As 2006 came to a close, the board was still receiving comments on a preliminary views document on the objectives and qualitative characteristics of financial statements. In fall 2007, the board should issue an exposure draft, the comments on which may well set the direction of accounting standards well into the 21st Century. As the board redeliberates that issue, it will be piecing together a preliminary views document on the elements of financial statements and their recognition, defining such basic concepts as assets and liabilities.

In February, FASB will hold a roundtable discussion on measurement at its Norwalk headquarters. One of the profession's critical issues, measurement relates to the most controversial aspects of several standards that were written recently or are still being deliberated, including stock-option compensation, business combinations, fair value measurements, and many others.

The board also hopes to issue a PV on the reporting entity aspect of the framework. In September, FASB and the International Accounting Standards Board, which are working together to develop a common framework, reached most of the decisions needed for a first comment document. The project deals with definitions of individual and group reporting entities, and with control issues such as the relationship between the power element and the benefits element, and the link between the two.

NOW - SOME STANDARDS!

The board will wrap up a couple of standards on business combinations in 2007 that it has been working on in conjunction with the IASB. One will provide guidance on applying the acquisition method of accounting for mergers and acquisitions. The other will set a standard on non-controlling interests.

Both boards also expect to issue initial exposure documents on liabilities and equity, which for FASB is the second phase of a project on financial instruments. This phase grapples with the accounting and reporting of instruments with characteristics of equity, liability or both, and assets. A PV should be issued by summer.

The boards are also working jointly on a standard on financial statement presentation, hoping to establish more consistency in the classification and display of items in a financial statement and the aggregation of line items into subtotals and totals. The boards hope to issue very similar PVs in the second quarter. These two documents should be issued by summer's end. A mutual PV on revenue recognition/liability extinguishment is expected by Christmas.

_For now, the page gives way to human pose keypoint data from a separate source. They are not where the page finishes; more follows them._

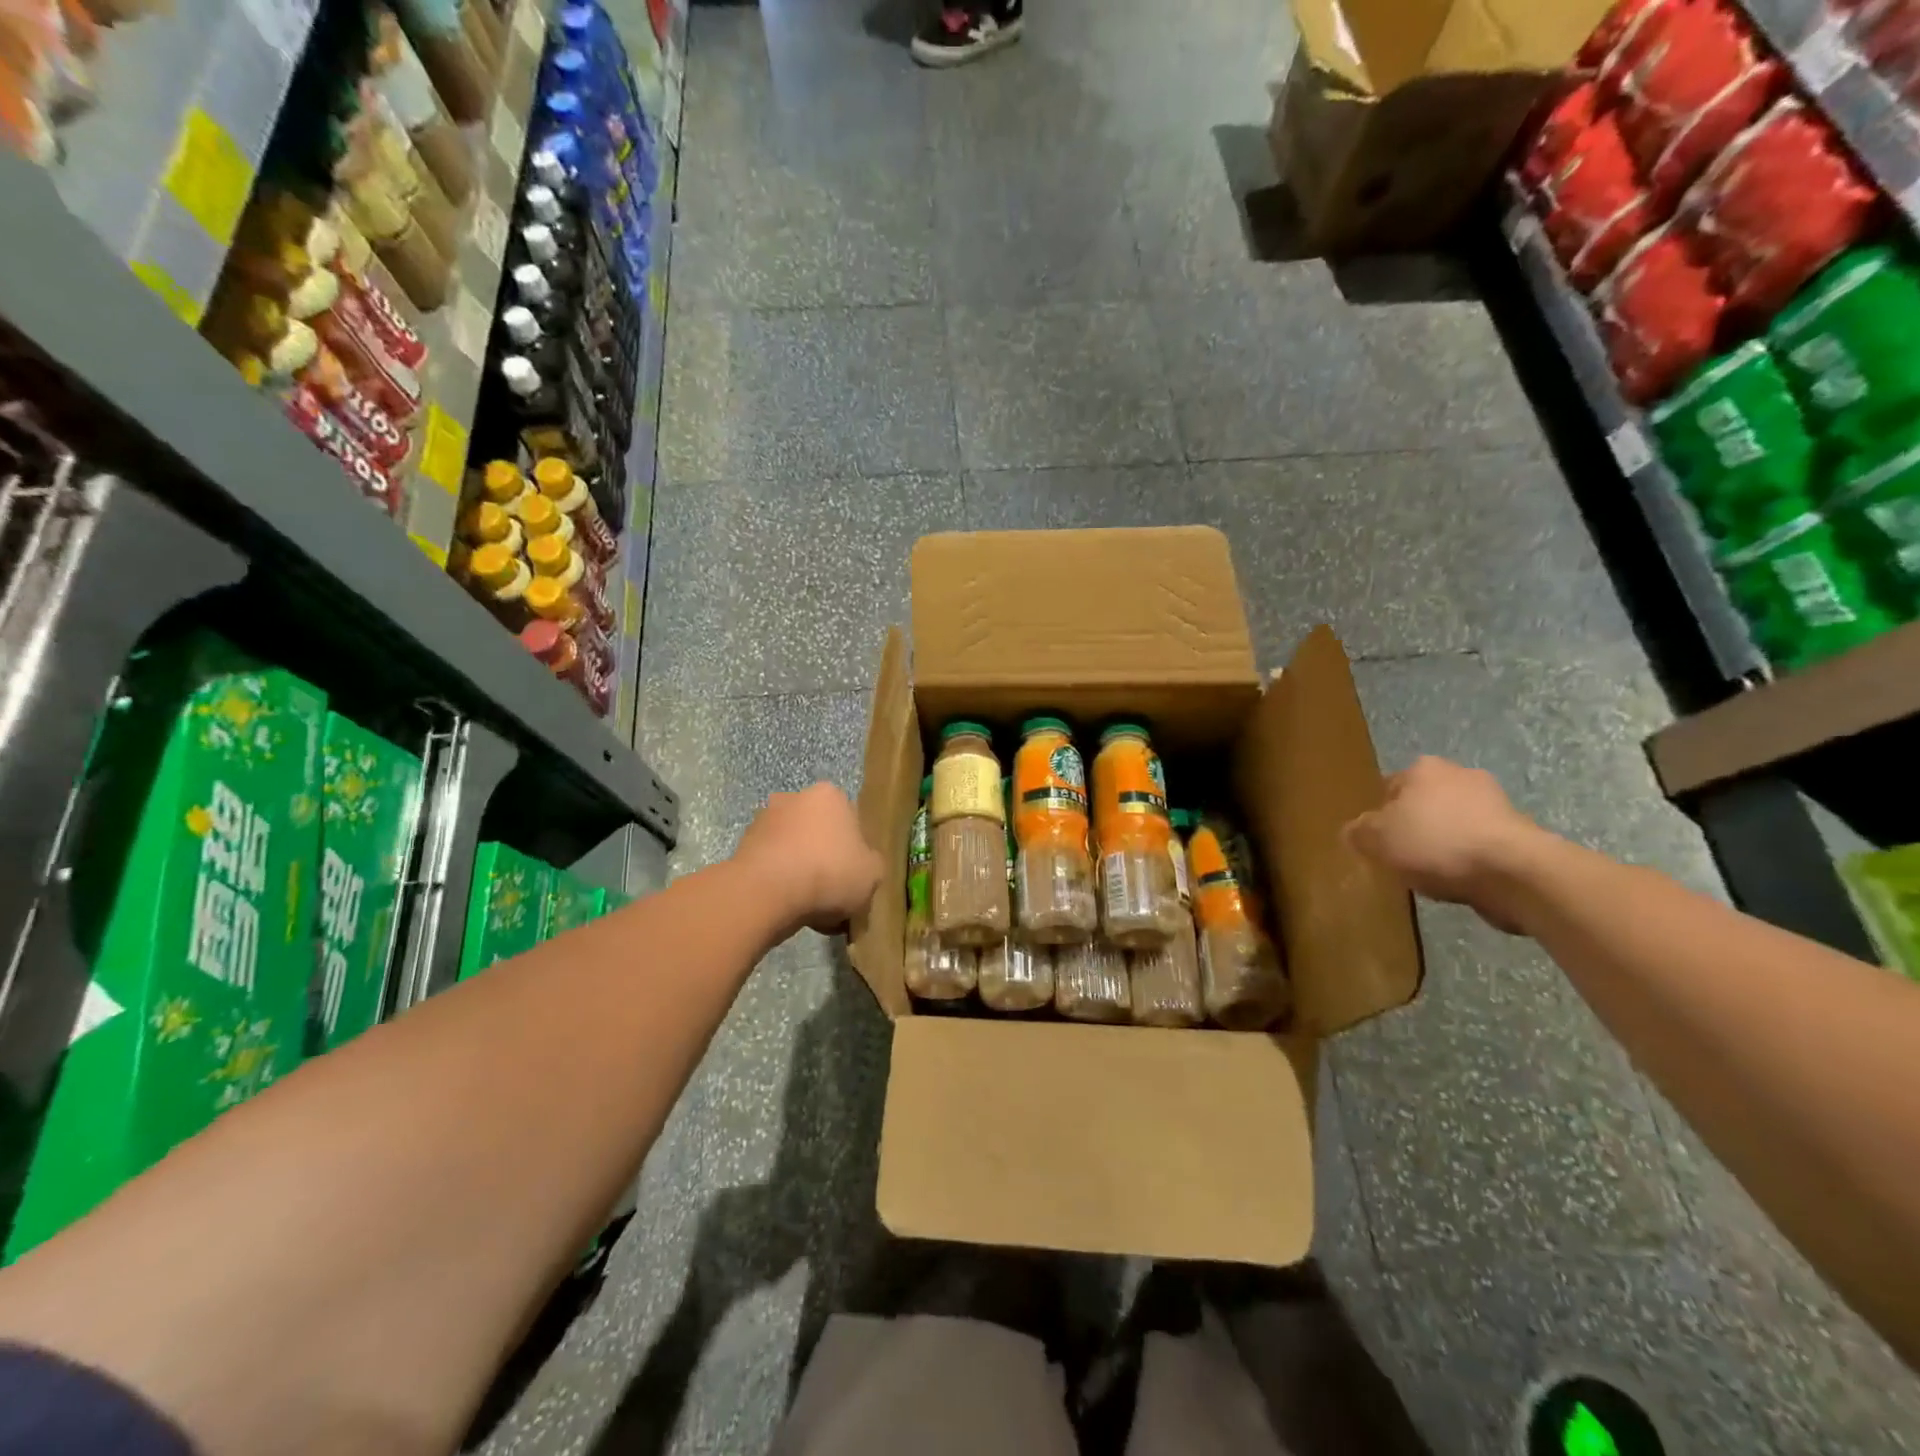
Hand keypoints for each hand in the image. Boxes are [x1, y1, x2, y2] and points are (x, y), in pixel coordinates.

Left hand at [733, 783, 883, 935]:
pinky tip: (787, 908)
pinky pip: (771, 866)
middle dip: (825, 858)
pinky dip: (779, 882)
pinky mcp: (742, 846)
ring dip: (800, 871)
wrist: (767, 893)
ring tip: (809, 908)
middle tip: (833, 892)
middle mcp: (794, 798)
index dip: (856, 851)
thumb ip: (871, 865)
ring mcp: (763, 820)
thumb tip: (862, 867)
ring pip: (793, 849)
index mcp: (830, 795)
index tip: (855, 877)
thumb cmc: (830, 873)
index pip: (851, 821)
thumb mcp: (872, 874)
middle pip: (819, 832)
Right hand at [1342, 756, 1545, 932]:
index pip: (1389, 788)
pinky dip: (1469, 858)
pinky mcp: (1520, 832)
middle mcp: (1460, 775)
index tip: (1377, 842)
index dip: (1379, 815)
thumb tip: (1353, 831)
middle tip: (1401, 856)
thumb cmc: (1436, 844)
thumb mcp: (1376, 840)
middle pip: (1423, 803)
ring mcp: (1496, 802)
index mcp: (1423, 769)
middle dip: (1414, 825)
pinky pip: (1480, 843)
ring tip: (1432, 873)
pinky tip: (1460, 879)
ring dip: (1444, 842)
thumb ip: (1358, 832)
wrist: (1515, 872)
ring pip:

Continuing its objective of converging U.S. standards with those of the IASB, FASB will issue a draft of updated standards on earnings per share and on income taxes. Though both share similar principles with international standards, certain differences in application are resulting in less-than-ideal comparability of financial reports. The two boards are working jointly to issue an ED in the first quarter.

In October, FASB issued drafts of standards on M&A by nonprofit organizations. One was on M&A itself, the other on goodwill and other intangibles. Comments are due on Jan. 29, 2007, with a roundtable discussion slated for March 27.

Last year the board issued the first part of a standard on post-retirement benefit obligations, including pensions. The board is now working on an update of illustrations and application guidance, with a final document expected in the first quarter of 2007. The board is then likely to take up the second phase of the project, though it is not yet predicting when a first document will be issued, or whether it will be a proposed standard or merely a comment document.

FASB is also working on a project on accounting for and reporting of events that occur after a balance-sheet date. It added that an exposure draft should be ready in the second quarter of 2007.